── DATASET EXCERPTS ──
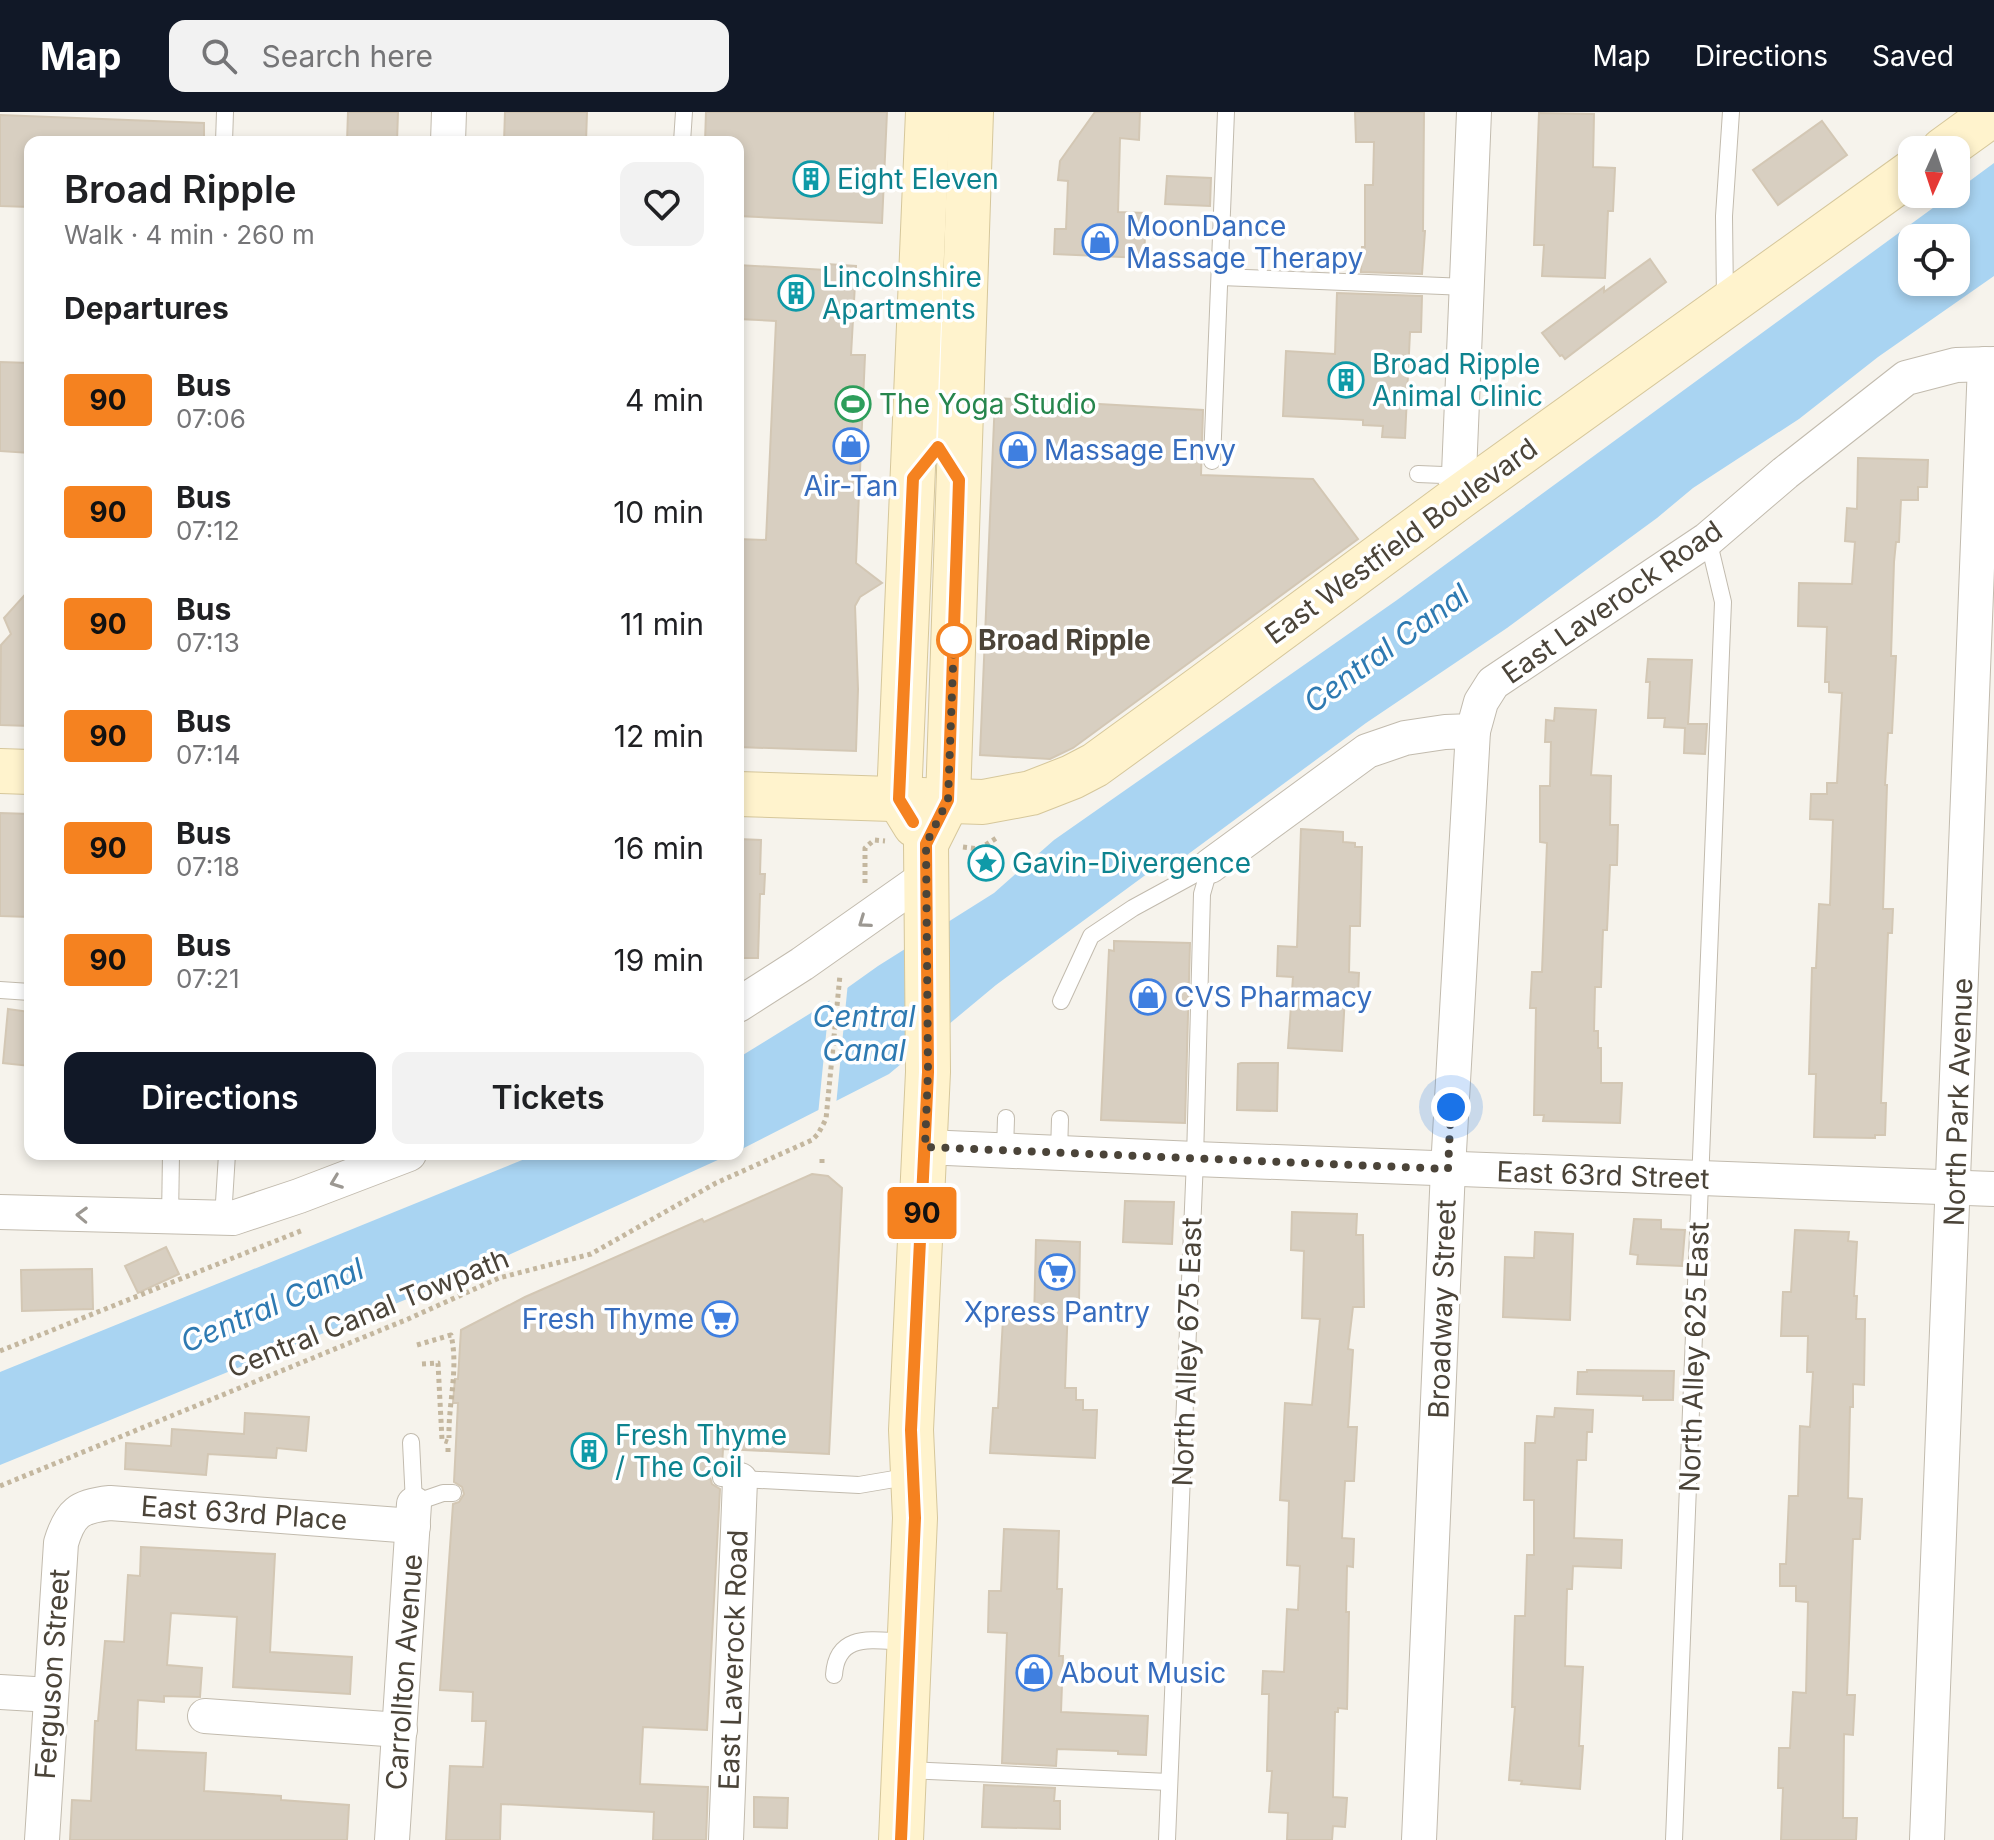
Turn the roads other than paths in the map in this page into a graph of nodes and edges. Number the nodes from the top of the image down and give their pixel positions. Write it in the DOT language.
graph roads {
  1 [pos="225,112"];
  2 [pos="449,112"];
  3 [pos="684,112"];
  4 [pos="928,112"];
  5 [pos="971,112"];
  6 [pos="1226,112"];
  7 [pos="1474,112"];
  8 [pos="1731,112"];
  9 [pos="1986,116"];
  10 [pos="224,136"];
  11 [pos="448,136"];
  12 [pos="682,136"];
  13 [pos="1961,136"];
  14 [pos="1898,182"];
  15 [pos="944,270"];
  16 [pos="1220,277"];
  17 [pos="1467,287"];
  18 [pos="1725,306"];
  19 [pos="1990,364"];
  20 [pos="1212,461"];
  21 [pos="937,468"];
  22 [pos="1418,474"];
  23 [pos="1454,478"];
  24 [pos="1708,539"];
  25 [pos="1473,731"];
  26 [pos="0,771"];
  27 [pos="24,772"];
  28 [pos="744,794"];
  29 [pos="899,799"];
  30 [pos="948,800"];
  31 [pos="1210,866"];
  32 [pos="927,874"];
  33 [pos="0,990"];
  34 [pos="24,992"];
  35 [pos="744,1001"];
  36 [pos="1061,1001"];
  37 [pos="1060,1119"];
  38 [pos="925,1147"];
  39 [pos="1059,1153"];
  40 [pos="1195,1159"];
  41 [pos="171,1160"];
  42 [pos="227,1160"];
  43 [pos="393,1160"];
  44 [pos="1448,1169"];
  45 [pos="1701,1178"];
  46 [pos="1954,1187"];
  47 [pos="1994,1189"];
  48 [pos="0,1212"];
  49 [pos="170,1218"];
  50 [pos="223,1218"];
  51 [pos="411,1442"];
  52 [pos="913,1475"];
  53 [pos="731,1479"];
  54 [pos="453,1493"];
  55 [pos="76,1512"];
  56 [pos="414,1515"];
  57 [pos="909,1642"];
  58 [pos="834,1675"];
  59 [pos="0,1692"];
  60 [pos="51,1695"];
  61 [pos="205,1716"];
  62 [pos="400,1730"];
  63 [pos="904,1770"];
  64 [pos="1169,1782"];
  65 [pos="42,1840"];
  66 [pos="392,1840"];
  67 [pos="726,1840"];
  68 [pos="901,1840"];
  69 [pos="1167,1840"];
  70 [pos="1419,1840"];
  71 [pos="1674,1840"];
  72 [pos="1927,1840"];
  1 -- 10 [label="lane"];
  2 -- 11 [label="street"];
  3 -- 12 [label="lane"];
  4 -- 21 [label="main road"];
  5 -- 21 [label="main road"];
  6 -- 16 [label="lane"];
  7 -- 17 [label="street"];
  8 -- 18 [label="lane"];
  9 -- 13 [label="main road"];
  14 -- 18 [label="main road, East Westfield Boulevard"];
  15 -- 21 [label="lane"];
  16 -- 17 [label="lane"];
  16 -- 20 [label="lane"];
  17 -- 23 [label="street"];
  18 -- 23 [label="main road, East Westfield Boulevard"];
  19 -- 24 [label="street, East Laverock Road"];
  19 -- 46 [label="street, North Park Avenue"];
  21 -- 29 [label="main road"];
  21 -- 30 [label="main road"];
  22 -- 23 [label="lane"];
  23 -- 30 [label="main road, East Westfield Boulevard"];
  24 -- 25 [label="street, East Laverock Road"];
  24 -- 45 [label="lane, North Alley 625 East"];
  25 -- 31 [label="street"];
  25 -- 44 [label="street, Broadway Street"];
  26 -- 27 [label="main road"];
  28 -- 29 [label="main road, East Westfield Boulevard"];
  29 -- 30 [label="main road, East Westfield Boulevard"];
  29 -- 32 [label="main road"];
  30 -- 32 [label="main road"];
  31 -- 36 [label="lane"];
  31 -- 40 [label="lane, North Alley 675 East"];
  32 -- 35 [label="street, one-way"];
  32 -- 38 [label="main road"];
  33 -- 34 [label="lane"];
  37 -- 39 [label="lane"];
  38 -- 39 [label="street, East 63rd Street"];
  38 -- 52 [label="main road"];
  39 -- 40 [label="street, East 63rd Street"];
  40 -- 44 [label="street, East 63rd Street"];
  40 -- 64 [label="lane, North Alley 675 East"];
  41 -- 49 [label="lane"];
  42 -- 50 [label="lane"];
  43 -- 50 [label="street, one-way"];
  44 -- 45 [label="street, East 63rd Street"];
  44 -- 70 [label="street, Broadway Street"];
  45 -- 46 [label="street, East 63rd Street"];
  45 -- 71 [label="lane, North Alley 625 East"];
  46 -- 47 [label="street, East 63rd Street"];
  46 -- 72 [label="street, North Park Avenue"];
  49 -- 48 [label="street, one-way"];
  49 -- 50 [label="street"];
  51 -- 56 [label="lane"];
  52 -- 53 [label="lane"];
  52 -- 57 [label="main road"];
  53 -- 67 [label="street, East Laverock Road"];
  54 -- 56 [label="lane"];
  55 -- 56 [label="street, East 63rd Place"];
  55 -- 60 [label="street, Ferguson Street"];
  56 -- 62 [label="street, Carrollton Avenue"];
  57 -- 58 [label="lane"];
  57 -- 63 [label="main road"];
  59 -- 60 [label="street"];
  60 -- 65 [label="street, Ferguson Street"];
  61 -- 62 [label="street"];
  62 -- 66 [label="street, Carrollton Avenue"];
  63 -- 64 [label="lane"];
  63 -- 68 [label="main road"];
  64 -- 69 [label="lane, North Alley 675 East"];
}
───
ASSIGNED TASK:
Every record above should come back exactly, but without its pictures.

SOLVED EXERCISE:
Turn the roads other than paths in the map in this page into a graph of nodes and edges. Number the nodes from the top of the image down and give their pixel positions. Write it in the DOT language.
graph roads {
  1 [pos="225,112"];
  2 [pos="449,112"];
  3 [pos="684,112"];
  4 [pos="928,112"];
  5 [pos="971,112"];
  6 [pos="1226,112"];
  7 [pos="1474,112"];
  8 [pos="1731,112"];
  9 [pos="1986,116"];
  10 [pos="224,136"];
  11 [pos="448,136"];
  12 [pos="682,136"];
  13 [pos="1961,136"];
  14 [pos="1898,182"];
  15 [pos="944,270"];
  16 [pos="1220,277"];
  17 [pos="1467,287"];
  18 [pos="1725,306"];
  19 [pos="1990,364"];
  20 [pos="1212,461"];
  21 [pos="937,468"];
  22 [pos="1418,474"];
  23 [pos="1454,478"];
  24 [pos="1708,539"];
  25 [pos="1473,731"];
  26 [pos="0,771"];
  27 [pos="24,772"];
  28 [pos="744,794"];
  29 [pos="899,799"];
  30 [pos="948,800"];
  31 [pos="1210,866"];
  32 [pos="927,874"];
  33 [pos="0,990"];
  34 [pos="24,992"];
  35 [pos="744,1001"];
  36 [pos="1061,1001"];
  37 [pos="1060,1119"];
  38 [pos="925,1147"];
  39 [pos="1059,1153"];
  40 [pos="1195,1159"];
  41 [pos="171,1160"];
  42 [pos="227,1160"];
  43 [pos="393,1160"];
  44 [pos="1448,1169"];
  45 [pos="1701,1178"];
  46 [pos="1954,1187"];
  47 [pos="1994,1189"];
  48 [pos="0,1212"];
  49 [pos="170,1218"];
  50 [pos="223,1218"];
  51 [pos="411,1442"];
  52 [pos="913,1475"];
  53 [pos="731,1479"];
  54 [pos="453,1493"];
  55 [pos="76,1512"];
  56 [pos="414,1515"];
  57 [pos="909,1642"];
  58 [pos="834,1675"];
  59 [pos="0,1692"];
  60 [pos="51,1695"];
  61 [pos="205,1716"];
  62 [pos="400,1730"];
  63 [pos="904,1770"];
  64 [pos="1169,1782"];
  65 [pos="42,1840"];
  66 [pos="392,1840"];
  67 [pos="726,1840"];
  68 [pos="901,1840"];
  69 [pos="1167,1840"];
  70 [pos="1419,1840"];
  71 [pos="1674,1840"];
  72 [pos="1927,1840"];
  1 -- 10 [label="lane"];
  2 -- 11 [label="street"];
  3 -- 12 [label="lane"];
  4 -- 21 [label="main road"];
  5 -- 21 [label="main road"];
  6 -- 16 [label="lane"];
  7 -- 17 [label="street"];
  8 -- 18 [label="lane"];
  9 -- 13 [label="main road"];
  14 -- 18 [label="main road, East Westfield Boulevard"];
  15 -- 21 [label="lane"];
  16 -- 17 [label="lane"];
  16 -- 20 [label="lane"];
  17 -- 23 [label="street"];
  18 -- 23 [label="main road, East Westfield Boulevard"];
  19 -- 24 [label="street, East Laverock Road"];
  19 -- 46 [label="street, North Park Avenue"];
  21 -- 29 [label="main road"];
  21 -- 30 [label="main road"];
  22 -- 23 [label="lane"];
  23 -- 30 [label="main road, East Westfield Boulevard"];
  24 -- 25 [label="street, East Laverock Road"];
  24 -- 45 [label="lane, North Alley 625 East"];
  25 -- 31 [label="street"];
  25 -- 44 [label="street, Broadway Street"];
  26 -- 27 [label="main road"];
  28 -- 29 [label="main road, East Westfield Boulevard"];
  29 -- 30 [label="main road, East Westfield Boulevard"];
  29 -- 32 [label="main road"];
  30 -- 32 [label="main road"];
  31 -- 36 [label="lane"];
  31 -- 40 [label="lane, North Alley 675 East"];
  32 -- 35 [label="street, one-way"];
  32 -- 38 [label="main road"];
  33 -- 34 [label="lane"];
  37 -- 39 [label="lane"];
  38 -- 39 [label="street, East 63rd Street"];
  38 -- 52 [label="main road"];
  39 -- 40 [label="street, East 63rd Street"];
  40 -- 44 [label="street, East 63rd Street"];
  40 -- 64 [label="lane, North Alley 675 East"];
  41 -- 49 [label="lane"];
  42 -- 50 [label="lane"];
  43 -- 50 [label="street, one-way"];
  44 -- 45 [label="street, East 63rd Street"];
  44 -- 70 [label="street, Broadway Street"];
  45 -- 46 [label="street, East 63rd Street"];
  45 -- 71 [label="lane, North Alley 625 East"];
  46 -- 47 [label="street, East 63rd Street"];
  46 -- 72 [label="street, North Park Avenue"];
  49 -- 48 [label="street, one-way"];
  49 -- 50 [label="street"];
  51 -- 56 [label="lane"];
  52 -- 53 [label="lane"];
  52 -- 57 [label="main road"];
  53 -- 67 [label="street, East Laverock Road"];
  54 -- 56 [label="lane"];
  55 -- 56 [label="street, East 63rd Place"];
  55 -- 60 [label="street, Ferguson Street"];
  56 -- 62 [label="street, Carrollton Avenue"];
  57 -- 58 [label="lane"];
  57 -- 63 [label="main road"];
  59 -- 60 [label="street"];
  60 -- 65 [label="street, Ferguson Street"];
  61 -- 62 [label="street"];
  62 -- 66 [label="street, Carrollton Avenue"];
  63 -- 64 [label="lane"];
  63 -- 68 [label="main road"];
  64 -- 69 [label="lane, North Alley 675 East"];
}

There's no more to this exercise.